Her zamanın bir konumu ve sözü vardır. Konum, evrenin hareketine, somut ve algılanabilir dengelerine, şiddetli ve mutlu olaylarına işaret eder. Söze gelince, bol kelime ve silah içeren etkileşimler dahil olmak üzere zamanın bir bütün olarak nasıl tanımlanacağıdır. Konum genellikle bizi öyle uzağa götürür ki ona kapılırız ve bazen Ukrayna savaşı gibi bir husus saatlerimize hakim olmuş gibi görünür.

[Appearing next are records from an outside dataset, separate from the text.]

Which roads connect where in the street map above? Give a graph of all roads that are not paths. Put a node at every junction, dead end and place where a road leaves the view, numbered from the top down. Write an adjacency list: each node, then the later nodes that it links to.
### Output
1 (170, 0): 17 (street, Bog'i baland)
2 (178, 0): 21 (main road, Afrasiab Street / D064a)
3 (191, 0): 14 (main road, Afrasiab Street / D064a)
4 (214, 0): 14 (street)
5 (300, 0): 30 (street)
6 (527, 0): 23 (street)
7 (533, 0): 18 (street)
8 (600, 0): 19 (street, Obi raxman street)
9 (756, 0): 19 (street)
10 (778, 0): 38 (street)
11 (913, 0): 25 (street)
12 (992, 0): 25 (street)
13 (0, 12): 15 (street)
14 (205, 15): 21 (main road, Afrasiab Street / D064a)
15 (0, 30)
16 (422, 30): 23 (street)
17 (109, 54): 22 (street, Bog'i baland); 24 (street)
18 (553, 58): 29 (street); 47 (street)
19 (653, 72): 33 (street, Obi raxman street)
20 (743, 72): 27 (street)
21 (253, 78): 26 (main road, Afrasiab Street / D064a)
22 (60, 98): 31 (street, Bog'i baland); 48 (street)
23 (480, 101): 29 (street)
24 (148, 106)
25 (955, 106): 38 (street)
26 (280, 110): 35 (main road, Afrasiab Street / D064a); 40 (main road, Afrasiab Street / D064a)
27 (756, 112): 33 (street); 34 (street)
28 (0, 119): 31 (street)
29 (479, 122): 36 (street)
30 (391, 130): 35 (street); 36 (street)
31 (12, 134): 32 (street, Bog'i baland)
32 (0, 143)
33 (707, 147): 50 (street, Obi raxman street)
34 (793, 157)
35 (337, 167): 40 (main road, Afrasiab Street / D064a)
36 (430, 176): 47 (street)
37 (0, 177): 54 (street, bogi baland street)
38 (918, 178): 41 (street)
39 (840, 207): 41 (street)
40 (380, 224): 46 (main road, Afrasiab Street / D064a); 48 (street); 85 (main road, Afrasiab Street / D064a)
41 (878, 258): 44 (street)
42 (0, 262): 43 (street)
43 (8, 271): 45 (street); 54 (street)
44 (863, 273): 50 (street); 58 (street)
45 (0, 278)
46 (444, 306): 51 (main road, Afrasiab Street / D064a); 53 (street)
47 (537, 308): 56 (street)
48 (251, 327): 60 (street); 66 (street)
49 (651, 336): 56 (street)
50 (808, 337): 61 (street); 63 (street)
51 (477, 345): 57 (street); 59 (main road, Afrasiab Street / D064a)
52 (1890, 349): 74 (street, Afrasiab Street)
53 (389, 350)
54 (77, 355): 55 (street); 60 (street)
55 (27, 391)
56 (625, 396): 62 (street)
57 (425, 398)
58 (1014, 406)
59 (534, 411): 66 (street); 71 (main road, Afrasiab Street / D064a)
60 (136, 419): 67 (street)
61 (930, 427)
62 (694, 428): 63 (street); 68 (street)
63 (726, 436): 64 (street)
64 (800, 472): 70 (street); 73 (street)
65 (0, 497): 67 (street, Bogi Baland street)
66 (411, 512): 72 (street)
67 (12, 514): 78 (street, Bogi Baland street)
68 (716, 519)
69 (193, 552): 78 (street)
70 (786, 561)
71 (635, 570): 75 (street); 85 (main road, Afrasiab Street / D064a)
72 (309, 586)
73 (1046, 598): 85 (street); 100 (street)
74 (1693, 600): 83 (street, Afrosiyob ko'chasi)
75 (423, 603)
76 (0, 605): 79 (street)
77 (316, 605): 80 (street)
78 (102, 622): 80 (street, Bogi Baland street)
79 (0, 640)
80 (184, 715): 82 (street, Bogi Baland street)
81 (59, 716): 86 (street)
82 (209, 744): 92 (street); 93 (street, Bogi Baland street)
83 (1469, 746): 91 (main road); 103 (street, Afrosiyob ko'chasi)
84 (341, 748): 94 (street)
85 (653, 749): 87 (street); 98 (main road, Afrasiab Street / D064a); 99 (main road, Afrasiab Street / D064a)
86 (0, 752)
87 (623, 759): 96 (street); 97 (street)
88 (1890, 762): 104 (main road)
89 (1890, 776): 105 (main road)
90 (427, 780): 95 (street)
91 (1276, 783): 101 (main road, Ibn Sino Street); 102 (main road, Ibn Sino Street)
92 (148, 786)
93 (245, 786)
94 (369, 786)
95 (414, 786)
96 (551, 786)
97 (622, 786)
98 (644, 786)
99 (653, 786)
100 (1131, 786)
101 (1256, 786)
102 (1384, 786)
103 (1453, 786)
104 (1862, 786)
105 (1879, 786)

Sabahında ve akşamında, kanında ve suyunda olan her şeyi Batılı süreli yayınlarında yaygın bir başlık haline gelen belirsizlik halinin bir ifadesi olarak tanımlamamız şaşırtıcıdır. Ancak söz de, gerçekleşmesi halinde bizi bir bütün olarak büyüleyen vasıflarla doludur. Bunların eksikliği ve yetersizliği ise hata ve kusurdur. Bu sefer sözde adil olmaya çalışacağım, zira her halükarda sözüm, Kahire Üniversitesi İktisadi ve Siyasal Bilimler Fakültesi'nde yarım asırdan fazla bir süre önce öğrendiğim, ekonomist ve devlet ekonomisi yönetiminde görev yapma imkanı bulmuş arkadaşlarla sohbetlerden edinmiş olduğum bilgiler dışında çok az bildiğim bir alanla ilgili olacak.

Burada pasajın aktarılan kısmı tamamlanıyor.